Predicate inversion results in a syntactic structure in which the only way in which the copula can establish an agreement relationship with the post-copular subject is via (downward) Agree. Agree with the entire post-copular subject, as in (32a) and (33c), is perfectly fine; but person agreement with a subpart of the post-copular subject (in particular, with its πP) is impossible, for reasons discussed in “The Syntax of Agreement: Agree Versus the Spec–Head Relation.”

It also follows from the approach to syntactic agreement taken in this paper that in contexts of the type in (35b) and (36b), agreement attraction is impossible even for number. In the a-sentences, the noun phrase of people is the specifier of the specifier of the clausal #-head, just as in (27b), whose structure was given in (28).
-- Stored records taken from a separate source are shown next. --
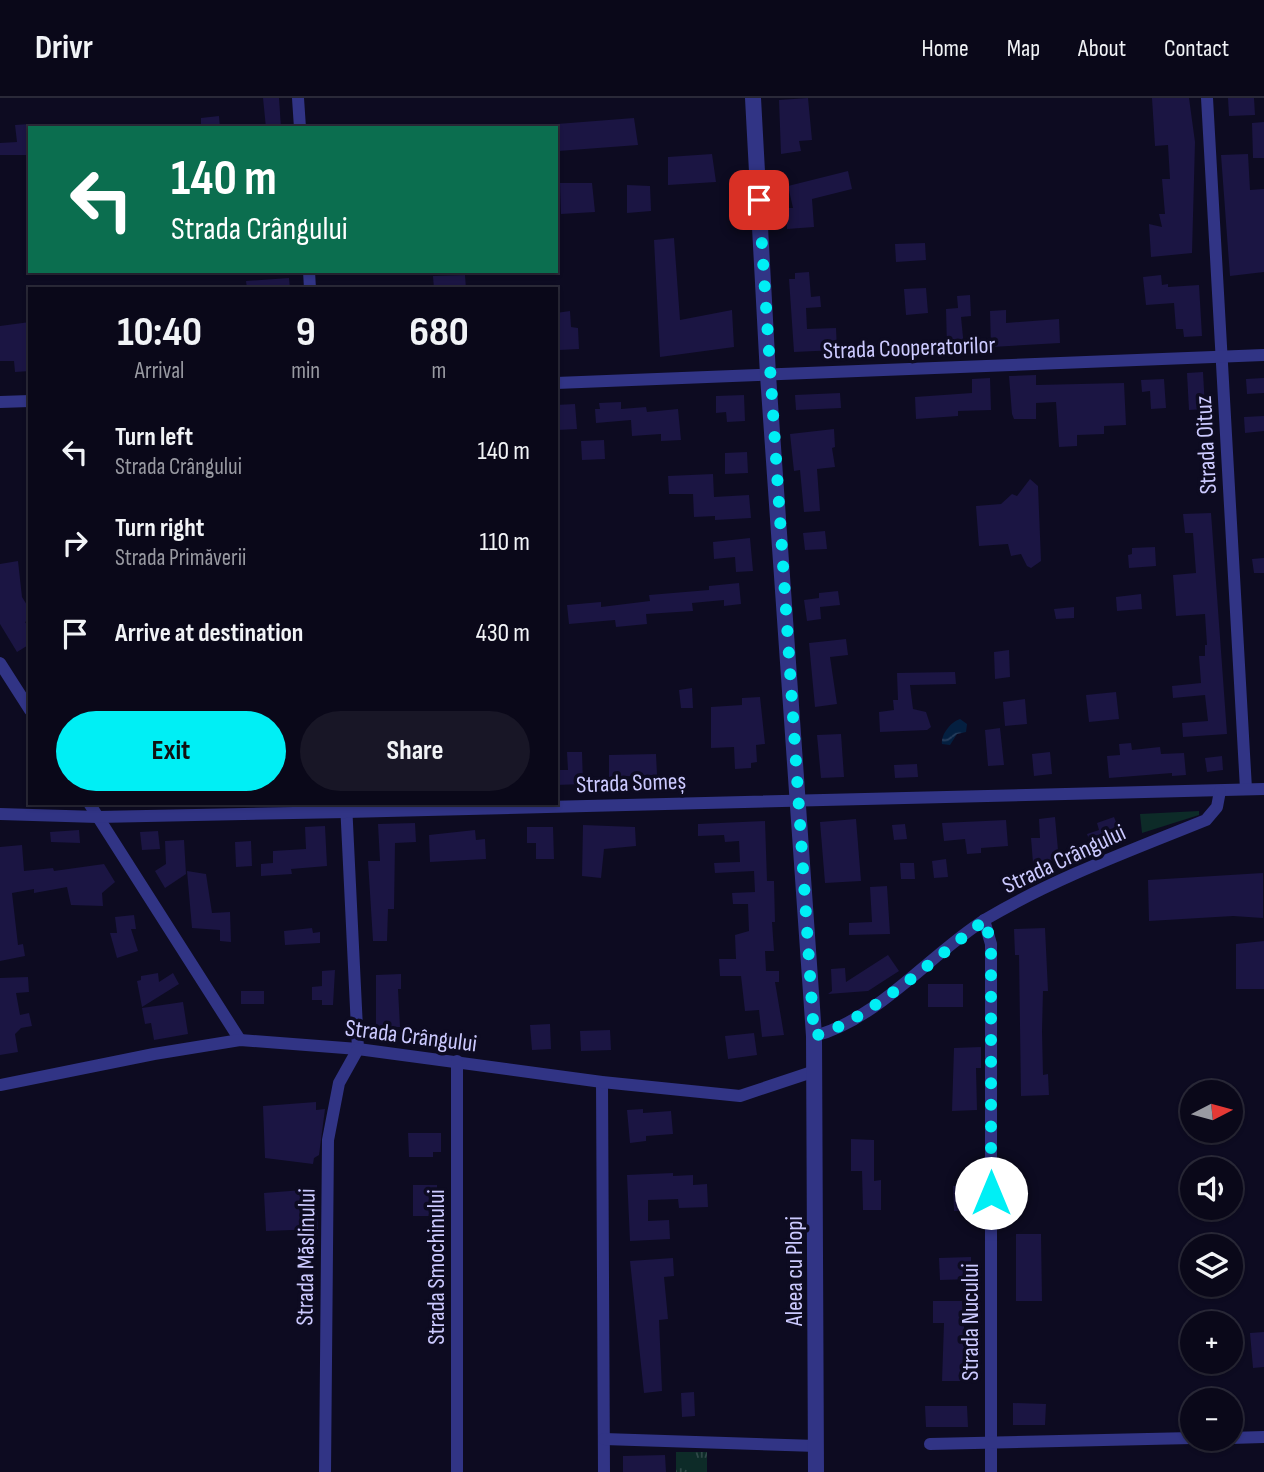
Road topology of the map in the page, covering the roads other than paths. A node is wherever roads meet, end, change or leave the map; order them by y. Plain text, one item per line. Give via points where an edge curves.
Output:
1 (299, 98) edge
2 (753, 98) edge
3 (1207, 98) edge
4 (300, 126) edge
5 (1264, 355) edge
6 (1222, 357) junction
7 (768, 375) junction
8 (558, 383) edge
9 (28, 401) edge
10 (0, 402) edge
11 (0, 663) edge
12 (28, 707) edge
13 (1246, 789) junction
14 (1264, 789) edge
15 (1220, 791) junction
16 (797, 800) junction
17 (558, 804) edge
18 (90, 805) edge
19 (515, 805) edge
20 (346, 808) edge
21 (0, 814) edge
22 (98, 817) junction
23 (985, 920) junction
24 (814, 1036) junction
25 (240, 1040) junction
26 (358, 1049) junction
27 (457, 1062) junction
28 (815, 1071) junction
29 (602, 1082) junction
30 (0, 1085) edge
31 (1264, 1437) edge
32 (1180, 1438) edge
33 (1243, 1438) edge
34 (604, 1439) junction
35 (991, 1442) junction
36 (930, 1444) dead end
37 (817, 1446) junction
38 (325, 1472) edge
39 (457, 1472) edge
40 (604, 1472) edge
41 (816, 1472) edge
42 (991, 1472) edge

1 - 4 street
2 - 7 street, Aleea cu Plopi
3 - 6 street, Strada Oituz
5 - 6 street, Strada Cooperatorilor
6 - 7 street, Strada Cooperatorilor
6 - 13 street, Strada Oituz
7 - 8 street, Strada Cooperatorilor
7 - 16 street, Aleea cu Plopi
9 - 10 street
11 - 12 street
13 - 14 street, Strada Someș
13 - 15 street, Strada Someș
15 - 16 street, Strada Someș
15 - 23 street, Strada Crângului via 1217,807 1206,820 1037,891
16 - 17 street, Strada Someș
16 - 24 street, Aleea cu Plopi
18 - 22 street
19 - 20 street, Strada Someș
20 - 22 street, Strada Someș
20 - 26 street
21 - 22 street, Strada Someș
22 - 25 street
23 - 24 street, Strada Crângului via 858,1017
23 - 35 street, Strada Nucului via 991,944
24 - 28 street, Aleea cu Plopi
25 - 26 street, Strada Crângului
25 - 30 street, Strada Crângului
26 - 27 street, Strada Crângului
26 - 38 street, Strada Măslinului via 339,1083 328,1140
27 - 29 street, Strada Crângului
27 - 39 street, Strada Smochinului
28 - 29 street, Strada Crângului via 740,1096
28 - 37 street, Aleea cu Plopi
29 - 34 street
31 - 33 street
32 - 35 street
34 - 37 street
34 - 40 street
35 - 36 street
35 - 42 street, Strada Nucului
37 - 41 street, Aleea cu Plopi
But in (35b) and (36b), the noun phrase of people is not in an agreement relation with #. This plural noun phrase is invisible to # both under the Spec–Head relation and for Agree purposes: though it is in the c-command domain of the probe #, the #-head can Agree directly only with the complex singular possessive noun phrase as a whole, which leads unequivocally to singular verb inflection.
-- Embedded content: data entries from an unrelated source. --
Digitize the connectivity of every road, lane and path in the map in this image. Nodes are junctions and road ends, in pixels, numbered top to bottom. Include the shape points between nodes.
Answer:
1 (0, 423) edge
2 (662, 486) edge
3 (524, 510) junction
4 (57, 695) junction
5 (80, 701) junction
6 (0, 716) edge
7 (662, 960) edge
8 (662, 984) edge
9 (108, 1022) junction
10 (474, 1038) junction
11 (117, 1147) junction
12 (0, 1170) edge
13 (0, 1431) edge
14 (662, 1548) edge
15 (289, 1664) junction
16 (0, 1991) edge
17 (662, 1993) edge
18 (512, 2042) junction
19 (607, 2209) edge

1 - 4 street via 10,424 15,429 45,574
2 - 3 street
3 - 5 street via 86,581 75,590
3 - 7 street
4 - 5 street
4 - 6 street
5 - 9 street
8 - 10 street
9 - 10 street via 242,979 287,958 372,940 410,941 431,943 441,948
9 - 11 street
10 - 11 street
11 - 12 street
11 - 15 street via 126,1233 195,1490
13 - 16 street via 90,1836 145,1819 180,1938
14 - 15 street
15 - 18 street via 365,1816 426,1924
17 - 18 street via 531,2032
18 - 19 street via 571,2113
(35) (a) two people’s silhouette {was/!were} all I could decipher

(b) all I could decipher {was/*were} two people’s silhouette

(36) (a) these people’s information {is/!are} the cause of the computer glitch

(b) the cause of the computer glitch {is/*are} these people’s information

The prediction made by the proposal accords well with the facts: while are is possible in the a-examples under attraction, it does not work at all in the copular inversion constructions in (35b) and (36b).19

Relativization and Agreement

Finally, I will now return to the Kimball and Aissen (1971) facts, further enhanced by Baker (2011). The key contrast here is between (37a,b) and (37c) [adapted from (13) and (15), above]:20

(37) (a) I, who Clark {is/*am} hoping will be the finalist,..

(b) you, who Clark {is/*are} hoping will be the finalist,..

(c) these people, who Clark {is/!are} hoping will be the finalists,..

While the finite verb in the relative clause can be attracted to the number specification of the head of the relative clause, its person feature cannot be matched by the finite verb when the head is not its subject.

This observation is significant because, as we saw already in (25) [repeated below as (38)], when the head is the subject of the relative clause, person agreement between the head and the finite verb of the relative clause is grammatical:

(38) (a) I, who am tall, was forced to squeeze into that VW

(b) we, who are/*am tall, were forced to squeeze into that VW

But even when the head is itself a subject, its person agreement behavior has an interesting twist: as Morgan (1972, p. 284) points out, long-distance relativization makes person agreement with the verb in the downstairs clause impossible:

(39) *I, who John says (the FBI thinks) am an anarchist/responsible,…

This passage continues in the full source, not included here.